What the exercise asks:
Figure out how many lines in these records contain "dead". Only the number belongs in the reply.

-------- Provided information

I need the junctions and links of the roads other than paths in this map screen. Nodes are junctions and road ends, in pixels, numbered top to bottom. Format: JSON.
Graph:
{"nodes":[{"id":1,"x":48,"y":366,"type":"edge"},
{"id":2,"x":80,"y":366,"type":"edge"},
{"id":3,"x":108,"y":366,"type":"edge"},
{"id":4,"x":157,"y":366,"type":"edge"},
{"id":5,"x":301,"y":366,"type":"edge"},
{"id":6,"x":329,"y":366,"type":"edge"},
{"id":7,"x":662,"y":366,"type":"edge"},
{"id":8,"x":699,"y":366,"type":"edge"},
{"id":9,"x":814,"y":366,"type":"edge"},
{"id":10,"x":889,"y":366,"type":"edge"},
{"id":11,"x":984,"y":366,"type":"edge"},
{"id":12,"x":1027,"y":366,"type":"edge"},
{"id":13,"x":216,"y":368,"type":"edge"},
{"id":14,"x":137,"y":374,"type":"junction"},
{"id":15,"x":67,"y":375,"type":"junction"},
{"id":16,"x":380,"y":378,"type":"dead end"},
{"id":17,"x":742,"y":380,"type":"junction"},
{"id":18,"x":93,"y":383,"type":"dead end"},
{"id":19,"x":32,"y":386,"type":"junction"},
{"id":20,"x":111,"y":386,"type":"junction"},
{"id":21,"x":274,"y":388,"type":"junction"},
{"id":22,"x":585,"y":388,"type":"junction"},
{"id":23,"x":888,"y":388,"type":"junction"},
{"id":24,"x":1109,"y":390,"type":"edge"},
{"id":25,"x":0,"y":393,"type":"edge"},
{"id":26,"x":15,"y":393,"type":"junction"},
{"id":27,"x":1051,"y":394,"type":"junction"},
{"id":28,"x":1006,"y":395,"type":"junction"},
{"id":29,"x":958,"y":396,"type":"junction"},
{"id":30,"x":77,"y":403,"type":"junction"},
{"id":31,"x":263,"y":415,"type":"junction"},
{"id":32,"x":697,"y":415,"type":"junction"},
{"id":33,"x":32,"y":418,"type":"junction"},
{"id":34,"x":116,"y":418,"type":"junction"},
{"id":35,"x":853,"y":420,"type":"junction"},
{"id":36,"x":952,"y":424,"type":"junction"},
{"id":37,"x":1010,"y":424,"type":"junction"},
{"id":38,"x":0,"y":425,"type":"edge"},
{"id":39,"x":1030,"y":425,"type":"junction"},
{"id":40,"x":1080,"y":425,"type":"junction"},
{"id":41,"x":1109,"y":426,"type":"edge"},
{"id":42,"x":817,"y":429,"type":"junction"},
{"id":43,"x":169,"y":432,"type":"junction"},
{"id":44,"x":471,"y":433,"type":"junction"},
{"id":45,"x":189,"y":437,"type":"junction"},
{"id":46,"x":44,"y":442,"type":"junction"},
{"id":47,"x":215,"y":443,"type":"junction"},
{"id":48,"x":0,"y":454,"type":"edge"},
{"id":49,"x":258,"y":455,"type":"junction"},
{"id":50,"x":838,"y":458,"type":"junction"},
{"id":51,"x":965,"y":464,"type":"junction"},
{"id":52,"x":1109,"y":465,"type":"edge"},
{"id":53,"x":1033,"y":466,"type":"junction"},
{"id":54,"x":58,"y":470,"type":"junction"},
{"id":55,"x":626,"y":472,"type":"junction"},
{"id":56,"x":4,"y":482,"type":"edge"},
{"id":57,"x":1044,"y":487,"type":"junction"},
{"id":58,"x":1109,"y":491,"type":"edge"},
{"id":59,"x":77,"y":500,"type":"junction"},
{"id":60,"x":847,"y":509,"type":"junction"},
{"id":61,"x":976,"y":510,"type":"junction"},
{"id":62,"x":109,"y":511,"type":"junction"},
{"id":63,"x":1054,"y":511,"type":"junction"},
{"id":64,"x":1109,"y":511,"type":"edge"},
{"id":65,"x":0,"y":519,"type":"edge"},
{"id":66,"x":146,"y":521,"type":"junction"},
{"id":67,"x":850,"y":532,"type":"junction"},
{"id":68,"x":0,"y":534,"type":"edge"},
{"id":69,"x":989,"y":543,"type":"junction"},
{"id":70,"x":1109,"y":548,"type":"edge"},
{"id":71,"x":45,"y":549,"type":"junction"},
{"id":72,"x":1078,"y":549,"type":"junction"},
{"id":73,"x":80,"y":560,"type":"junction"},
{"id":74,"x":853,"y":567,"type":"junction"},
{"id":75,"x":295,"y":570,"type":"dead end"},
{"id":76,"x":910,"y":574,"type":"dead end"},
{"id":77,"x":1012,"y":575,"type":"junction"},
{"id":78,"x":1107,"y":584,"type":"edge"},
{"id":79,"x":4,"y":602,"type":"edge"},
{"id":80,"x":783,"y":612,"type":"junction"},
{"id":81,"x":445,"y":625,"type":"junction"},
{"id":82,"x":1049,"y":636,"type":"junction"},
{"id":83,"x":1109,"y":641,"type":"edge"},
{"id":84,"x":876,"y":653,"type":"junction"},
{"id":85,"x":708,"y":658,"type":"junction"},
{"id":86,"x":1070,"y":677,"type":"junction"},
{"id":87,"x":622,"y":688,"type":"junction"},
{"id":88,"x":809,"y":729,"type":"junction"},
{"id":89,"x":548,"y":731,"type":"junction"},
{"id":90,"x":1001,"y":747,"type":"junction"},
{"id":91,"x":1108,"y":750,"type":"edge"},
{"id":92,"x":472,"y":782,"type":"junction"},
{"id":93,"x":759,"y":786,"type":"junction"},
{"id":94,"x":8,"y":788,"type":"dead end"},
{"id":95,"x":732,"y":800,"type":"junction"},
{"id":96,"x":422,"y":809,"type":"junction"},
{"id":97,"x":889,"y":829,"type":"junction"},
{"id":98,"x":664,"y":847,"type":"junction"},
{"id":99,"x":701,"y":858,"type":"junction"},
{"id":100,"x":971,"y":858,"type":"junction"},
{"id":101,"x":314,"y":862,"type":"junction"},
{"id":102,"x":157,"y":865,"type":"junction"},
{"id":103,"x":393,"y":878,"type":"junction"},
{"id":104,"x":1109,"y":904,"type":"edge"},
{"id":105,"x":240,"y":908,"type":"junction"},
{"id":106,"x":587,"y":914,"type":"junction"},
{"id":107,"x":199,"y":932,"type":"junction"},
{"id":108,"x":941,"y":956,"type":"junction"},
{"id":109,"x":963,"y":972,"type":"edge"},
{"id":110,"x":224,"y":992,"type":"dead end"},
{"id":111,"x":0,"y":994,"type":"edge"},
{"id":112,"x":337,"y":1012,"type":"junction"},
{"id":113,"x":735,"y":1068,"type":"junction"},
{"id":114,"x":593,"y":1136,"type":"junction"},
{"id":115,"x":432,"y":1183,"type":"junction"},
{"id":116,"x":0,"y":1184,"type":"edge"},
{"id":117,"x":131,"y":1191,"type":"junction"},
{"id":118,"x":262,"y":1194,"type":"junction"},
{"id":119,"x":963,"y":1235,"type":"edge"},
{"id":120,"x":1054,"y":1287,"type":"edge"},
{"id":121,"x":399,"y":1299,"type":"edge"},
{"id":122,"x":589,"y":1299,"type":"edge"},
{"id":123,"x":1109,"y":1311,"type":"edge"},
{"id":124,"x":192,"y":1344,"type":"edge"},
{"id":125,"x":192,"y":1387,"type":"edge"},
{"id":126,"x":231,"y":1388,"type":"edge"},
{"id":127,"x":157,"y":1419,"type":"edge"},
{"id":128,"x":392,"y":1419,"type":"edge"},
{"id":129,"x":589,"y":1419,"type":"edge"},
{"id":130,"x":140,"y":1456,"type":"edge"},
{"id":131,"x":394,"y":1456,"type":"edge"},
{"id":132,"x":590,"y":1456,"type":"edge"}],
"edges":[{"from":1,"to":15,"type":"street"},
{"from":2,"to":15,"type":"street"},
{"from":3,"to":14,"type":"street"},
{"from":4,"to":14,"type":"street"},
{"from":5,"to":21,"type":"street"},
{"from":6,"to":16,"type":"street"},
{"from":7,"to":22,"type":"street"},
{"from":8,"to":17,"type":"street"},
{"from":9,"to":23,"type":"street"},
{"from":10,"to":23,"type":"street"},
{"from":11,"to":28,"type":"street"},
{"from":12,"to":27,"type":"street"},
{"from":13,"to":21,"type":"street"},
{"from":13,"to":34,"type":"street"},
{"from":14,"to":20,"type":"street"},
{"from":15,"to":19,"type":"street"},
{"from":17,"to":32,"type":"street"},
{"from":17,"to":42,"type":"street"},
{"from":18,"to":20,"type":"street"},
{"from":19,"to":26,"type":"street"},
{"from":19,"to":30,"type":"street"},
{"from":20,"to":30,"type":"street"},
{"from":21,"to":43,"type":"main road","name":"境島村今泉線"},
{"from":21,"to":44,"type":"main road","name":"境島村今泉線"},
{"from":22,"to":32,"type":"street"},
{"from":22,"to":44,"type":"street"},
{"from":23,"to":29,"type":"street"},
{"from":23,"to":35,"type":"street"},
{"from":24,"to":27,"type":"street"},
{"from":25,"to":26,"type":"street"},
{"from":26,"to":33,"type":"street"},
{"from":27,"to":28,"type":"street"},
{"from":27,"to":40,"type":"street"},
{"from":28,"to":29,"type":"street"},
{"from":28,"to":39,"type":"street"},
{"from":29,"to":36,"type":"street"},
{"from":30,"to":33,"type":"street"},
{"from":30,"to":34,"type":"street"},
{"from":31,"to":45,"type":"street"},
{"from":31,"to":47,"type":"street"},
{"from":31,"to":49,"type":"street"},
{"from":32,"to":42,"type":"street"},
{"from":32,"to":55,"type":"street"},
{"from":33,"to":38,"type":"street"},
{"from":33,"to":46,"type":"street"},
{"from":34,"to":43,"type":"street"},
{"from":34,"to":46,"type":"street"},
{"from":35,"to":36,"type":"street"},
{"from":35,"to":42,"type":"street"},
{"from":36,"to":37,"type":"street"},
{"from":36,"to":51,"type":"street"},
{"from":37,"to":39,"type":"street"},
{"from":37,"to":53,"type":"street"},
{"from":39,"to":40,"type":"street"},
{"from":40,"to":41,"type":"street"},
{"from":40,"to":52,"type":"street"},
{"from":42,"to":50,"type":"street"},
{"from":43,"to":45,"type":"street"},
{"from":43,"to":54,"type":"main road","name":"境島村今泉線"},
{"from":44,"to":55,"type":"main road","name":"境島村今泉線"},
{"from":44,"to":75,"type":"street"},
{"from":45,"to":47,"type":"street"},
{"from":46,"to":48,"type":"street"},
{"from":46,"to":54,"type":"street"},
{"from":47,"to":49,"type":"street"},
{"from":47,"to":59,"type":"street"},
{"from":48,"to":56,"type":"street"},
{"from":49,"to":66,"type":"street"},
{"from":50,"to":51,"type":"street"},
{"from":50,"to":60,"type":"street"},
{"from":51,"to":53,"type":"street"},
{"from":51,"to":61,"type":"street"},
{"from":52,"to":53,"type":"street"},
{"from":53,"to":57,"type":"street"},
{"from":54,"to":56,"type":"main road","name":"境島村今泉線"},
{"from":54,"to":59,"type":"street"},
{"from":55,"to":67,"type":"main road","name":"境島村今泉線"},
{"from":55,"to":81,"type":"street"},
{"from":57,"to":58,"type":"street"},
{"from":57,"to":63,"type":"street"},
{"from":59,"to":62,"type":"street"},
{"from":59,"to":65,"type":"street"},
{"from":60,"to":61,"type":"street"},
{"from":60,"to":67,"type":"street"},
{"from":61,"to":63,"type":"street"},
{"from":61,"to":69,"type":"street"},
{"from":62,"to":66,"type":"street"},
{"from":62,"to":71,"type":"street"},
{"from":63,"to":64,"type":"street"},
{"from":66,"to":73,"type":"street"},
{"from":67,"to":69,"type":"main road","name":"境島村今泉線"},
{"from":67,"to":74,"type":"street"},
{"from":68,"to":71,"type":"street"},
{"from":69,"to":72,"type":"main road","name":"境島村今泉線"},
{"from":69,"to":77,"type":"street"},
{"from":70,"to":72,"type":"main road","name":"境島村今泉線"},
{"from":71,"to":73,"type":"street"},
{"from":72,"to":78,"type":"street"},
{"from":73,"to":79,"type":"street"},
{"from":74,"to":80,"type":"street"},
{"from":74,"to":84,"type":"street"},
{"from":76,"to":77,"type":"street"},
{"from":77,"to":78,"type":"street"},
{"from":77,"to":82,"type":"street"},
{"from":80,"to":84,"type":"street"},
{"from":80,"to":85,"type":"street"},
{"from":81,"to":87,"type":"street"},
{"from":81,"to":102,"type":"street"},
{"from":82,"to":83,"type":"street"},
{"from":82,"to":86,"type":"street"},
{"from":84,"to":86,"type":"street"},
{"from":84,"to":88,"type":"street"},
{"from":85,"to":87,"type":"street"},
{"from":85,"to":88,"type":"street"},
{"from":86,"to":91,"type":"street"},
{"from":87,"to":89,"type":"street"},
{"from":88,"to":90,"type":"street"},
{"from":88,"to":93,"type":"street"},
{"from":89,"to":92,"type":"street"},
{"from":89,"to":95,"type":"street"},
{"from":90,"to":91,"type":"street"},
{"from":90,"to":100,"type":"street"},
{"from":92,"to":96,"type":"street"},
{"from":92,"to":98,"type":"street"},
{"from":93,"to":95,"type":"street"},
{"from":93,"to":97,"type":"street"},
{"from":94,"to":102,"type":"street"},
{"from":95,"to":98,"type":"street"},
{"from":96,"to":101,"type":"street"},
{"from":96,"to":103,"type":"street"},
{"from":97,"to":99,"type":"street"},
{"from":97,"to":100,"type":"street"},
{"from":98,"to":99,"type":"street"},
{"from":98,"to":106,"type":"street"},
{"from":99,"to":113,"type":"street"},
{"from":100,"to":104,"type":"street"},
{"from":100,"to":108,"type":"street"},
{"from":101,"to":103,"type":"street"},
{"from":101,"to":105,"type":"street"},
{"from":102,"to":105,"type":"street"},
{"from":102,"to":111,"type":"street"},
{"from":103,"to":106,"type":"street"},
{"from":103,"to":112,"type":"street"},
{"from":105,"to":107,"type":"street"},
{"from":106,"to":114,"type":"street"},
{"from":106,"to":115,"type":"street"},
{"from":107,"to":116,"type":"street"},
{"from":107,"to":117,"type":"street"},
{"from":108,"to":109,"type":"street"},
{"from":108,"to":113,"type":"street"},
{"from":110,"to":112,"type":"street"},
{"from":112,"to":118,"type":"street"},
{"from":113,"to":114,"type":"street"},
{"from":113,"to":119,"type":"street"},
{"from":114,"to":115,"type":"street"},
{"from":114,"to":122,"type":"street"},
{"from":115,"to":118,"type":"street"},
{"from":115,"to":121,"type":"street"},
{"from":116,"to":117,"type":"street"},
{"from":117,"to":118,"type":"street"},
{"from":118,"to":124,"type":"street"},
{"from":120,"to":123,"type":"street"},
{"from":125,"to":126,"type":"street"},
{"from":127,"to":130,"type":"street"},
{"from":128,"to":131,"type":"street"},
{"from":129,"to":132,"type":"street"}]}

----------------

Exercise response:
6